Alpha (who got an annoying new voice when he upgraded from Alpha 5 to Alpha 6) contacts T.J. and Carlos to tell them that a monster is attacking a nearby park. The monster, of course, is Strike Out.
The top of this costume, by the way, clearly was not made for close-ups. Look at the seam you can see.
We now come to that point in every Power Rangers episode involving baseball where they start doing baseball phrases:
Now, you can clearly tell that this was footage originally shot in Japan for the Sentai show. Why? Because the Blue Ranger’s batting stance is incredibly Japanese:
As is Strike Out’s delivery:
Now, a few things about Strike Out’s curveball. First, it curves in a way that no real pitch probably could. Serious cartoon drop. Second, it explodes at the batter if they don’t hit it. And third and most importantly: SAID EXPLOSION BRINGS UP THE IMAGE OF A BASEBALL WITH A THUNDERBOLT WEARING SUNGLASSES.

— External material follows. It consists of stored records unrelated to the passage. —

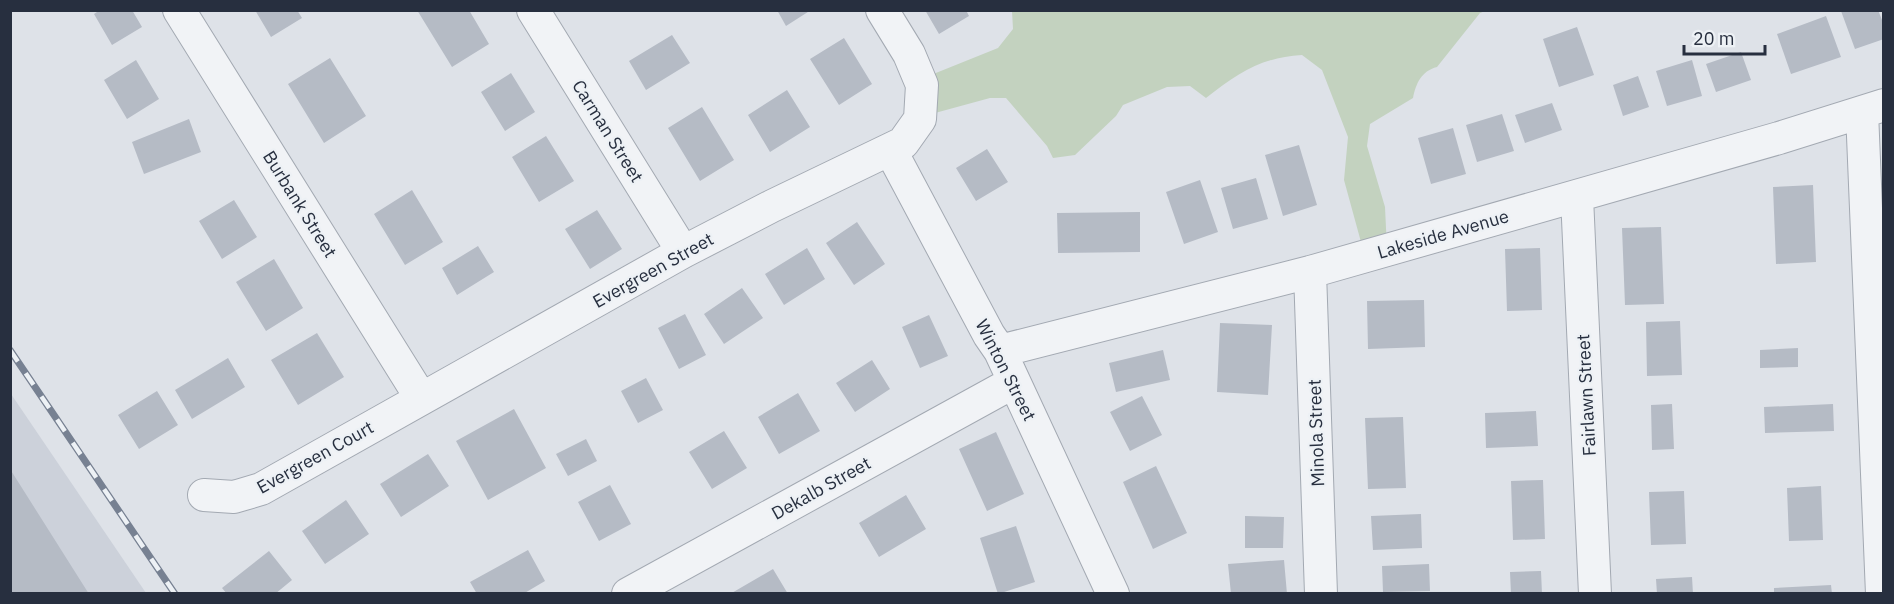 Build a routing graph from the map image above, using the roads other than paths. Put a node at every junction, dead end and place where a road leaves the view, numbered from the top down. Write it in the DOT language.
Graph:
graph roads {
  1 [pos="179,10"];
  2 [pos="533,10"];
  3 [pos="882,10"];
  4 [pos="1873,108"];
  5 [pos="891,151"];
  6 [pos="1577,197"];
  7 [pos="683,252"];
  8 [pos="1310,272"];
  9 [pos="1000,351"];
  10 [pos="1014,382"];
  11 [pos="421,398"];
  12 [pos="204,495"];
  13 [pos="628,594"];
  14 [pos="1113,594"];
  15 [pos="1321,594"];
  16 [pos="1595,594"];
  17 [pos="1882,594"];
  1 -- 11 [label="street, Burbank Street"];
  2 -- 7 [label="street, Carman Street"];
  3 -- 5 [label="street, Evergreen Street"];
  4 -- 6 [label="street, Lakeside Avenue"];
  4 -- 17 [label="street"];
  5 -- 7 [label="street, Evergreen Street"];
  5 -- 9 [label="street, Winton Street"];
  6 -- 8 [label="street, Lakeside Avenue"];
  6 -- 16 [label="street, Fairlawn Street"];
  7 -- 11 [label="street, Evergreen Street"];
  8 -- 9 [label="street, Lakeside Avenue"];
  8 -- 15 [label="street, Minola Street"];
  9 -- 10 [label="street, Winton Street"];
  10 -- 13 [label="street, Dekalb Street"];
  10 -- 14 [label="street, Winton Street"];
  11 -- 12 [label="street, Evergreen Court"];
}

And… guess what? THE ACTUAL BALL LOOKS LIKE THAT:
Strike Out mocks everybody at their inability to hit his curveball, singling out the Red Ranger in particular.
Strike Out then declares he’ll throw something easier. Why? Because reasons. The Red Ranger (now inexplicably right-handed) hits it right back at Strike Out, seemingly knocking him back. This is just a temporary victory, though, as Strike Out then takes out the rangers with a flurry of fiery curves. The only reason he can’t finish them off is that he runs out of baseballs. That is one of the issues of using exploding baseballs as your weapon, isn’t it?

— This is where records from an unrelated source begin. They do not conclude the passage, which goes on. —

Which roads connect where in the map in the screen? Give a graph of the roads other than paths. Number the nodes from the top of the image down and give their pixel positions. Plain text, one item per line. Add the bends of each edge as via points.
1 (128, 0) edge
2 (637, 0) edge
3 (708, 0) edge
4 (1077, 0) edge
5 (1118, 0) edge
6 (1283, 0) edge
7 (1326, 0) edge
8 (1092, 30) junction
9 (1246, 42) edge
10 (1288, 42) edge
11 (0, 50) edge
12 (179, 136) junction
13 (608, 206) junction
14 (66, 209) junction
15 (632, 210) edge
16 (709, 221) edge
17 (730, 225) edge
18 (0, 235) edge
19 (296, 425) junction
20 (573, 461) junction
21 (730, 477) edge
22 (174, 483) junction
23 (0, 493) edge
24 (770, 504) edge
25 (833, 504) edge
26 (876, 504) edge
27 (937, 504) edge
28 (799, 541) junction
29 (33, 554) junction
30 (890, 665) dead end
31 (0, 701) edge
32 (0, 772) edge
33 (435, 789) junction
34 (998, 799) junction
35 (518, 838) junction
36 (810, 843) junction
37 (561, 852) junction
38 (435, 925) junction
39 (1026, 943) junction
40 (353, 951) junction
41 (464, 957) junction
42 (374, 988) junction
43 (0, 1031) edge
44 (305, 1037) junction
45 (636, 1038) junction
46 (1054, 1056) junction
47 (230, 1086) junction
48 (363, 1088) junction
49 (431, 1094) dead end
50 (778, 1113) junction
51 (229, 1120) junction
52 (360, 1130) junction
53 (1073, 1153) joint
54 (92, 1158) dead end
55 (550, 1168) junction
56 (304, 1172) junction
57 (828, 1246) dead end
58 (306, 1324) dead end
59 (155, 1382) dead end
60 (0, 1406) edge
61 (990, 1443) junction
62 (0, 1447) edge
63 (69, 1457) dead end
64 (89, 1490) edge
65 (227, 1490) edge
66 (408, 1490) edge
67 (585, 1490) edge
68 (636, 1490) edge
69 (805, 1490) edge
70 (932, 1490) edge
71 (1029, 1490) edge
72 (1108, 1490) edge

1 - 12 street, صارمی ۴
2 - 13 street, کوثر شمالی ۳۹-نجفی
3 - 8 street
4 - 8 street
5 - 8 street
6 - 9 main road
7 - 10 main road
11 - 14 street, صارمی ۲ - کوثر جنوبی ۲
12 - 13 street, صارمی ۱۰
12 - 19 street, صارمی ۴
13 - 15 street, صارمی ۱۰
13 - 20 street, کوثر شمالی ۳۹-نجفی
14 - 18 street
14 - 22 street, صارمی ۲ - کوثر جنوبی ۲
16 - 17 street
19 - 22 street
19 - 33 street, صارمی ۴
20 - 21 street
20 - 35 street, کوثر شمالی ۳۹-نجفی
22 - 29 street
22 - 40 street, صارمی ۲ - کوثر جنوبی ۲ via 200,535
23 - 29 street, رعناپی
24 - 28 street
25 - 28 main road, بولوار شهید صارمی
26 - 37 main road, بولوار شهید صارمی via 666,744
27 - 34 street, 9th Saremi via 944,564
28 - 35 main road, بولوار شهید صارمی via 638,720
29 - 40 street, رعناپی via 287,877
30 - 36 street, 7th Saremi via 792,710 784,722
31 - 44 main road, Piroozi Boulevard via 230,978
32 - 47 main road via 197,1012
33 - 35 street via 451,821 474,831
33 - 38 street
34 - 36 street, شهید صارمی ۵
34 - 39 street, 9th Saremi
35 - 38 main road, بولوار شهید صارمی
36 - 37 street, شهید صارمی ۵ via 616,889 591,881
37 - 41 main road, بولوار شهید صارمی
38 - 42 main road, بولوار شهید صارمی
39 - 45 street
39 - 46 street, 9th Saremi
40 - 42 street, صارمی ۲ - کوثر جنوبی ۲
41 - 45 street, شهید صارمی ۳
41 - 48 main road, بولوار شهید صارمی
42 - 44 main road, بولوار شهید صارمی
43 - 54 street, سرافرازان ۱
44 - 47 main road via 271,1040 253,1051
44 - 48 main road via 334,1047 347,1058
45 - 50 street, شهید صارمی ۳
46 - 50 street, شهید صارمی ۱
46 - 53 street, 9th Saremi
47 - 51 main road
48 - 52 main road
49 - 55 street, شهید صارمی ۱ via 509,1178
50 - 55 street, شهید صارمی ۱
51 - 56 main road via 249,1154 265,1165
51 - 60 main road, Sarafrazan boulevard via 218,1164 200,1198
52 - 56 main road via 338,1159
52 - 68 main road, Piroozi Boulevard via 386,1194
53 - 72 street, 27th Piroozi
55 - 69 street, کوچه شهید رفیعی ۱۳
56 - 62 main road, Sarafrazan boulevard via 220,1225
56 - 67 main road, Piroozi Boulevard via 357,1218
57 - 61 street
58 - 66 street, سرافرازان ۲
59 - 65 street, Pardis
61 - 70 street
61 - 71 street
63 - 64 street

After the fight, T.J. and Carlos go to the ballfield, where they find Heath practicing his curve. Dejected, T.J. goes off for a bike ride while Carlos goes to the youth center to hang out.
It is then that T.J. is joined on his bike ride by… HEATH:
Heath challenges T.J. to a race, and while T.J. wants nothing to do with it, Heath keeps teasing him and mocking him… so much that he doesn’t even see a cliff ahead that he promptly goes over.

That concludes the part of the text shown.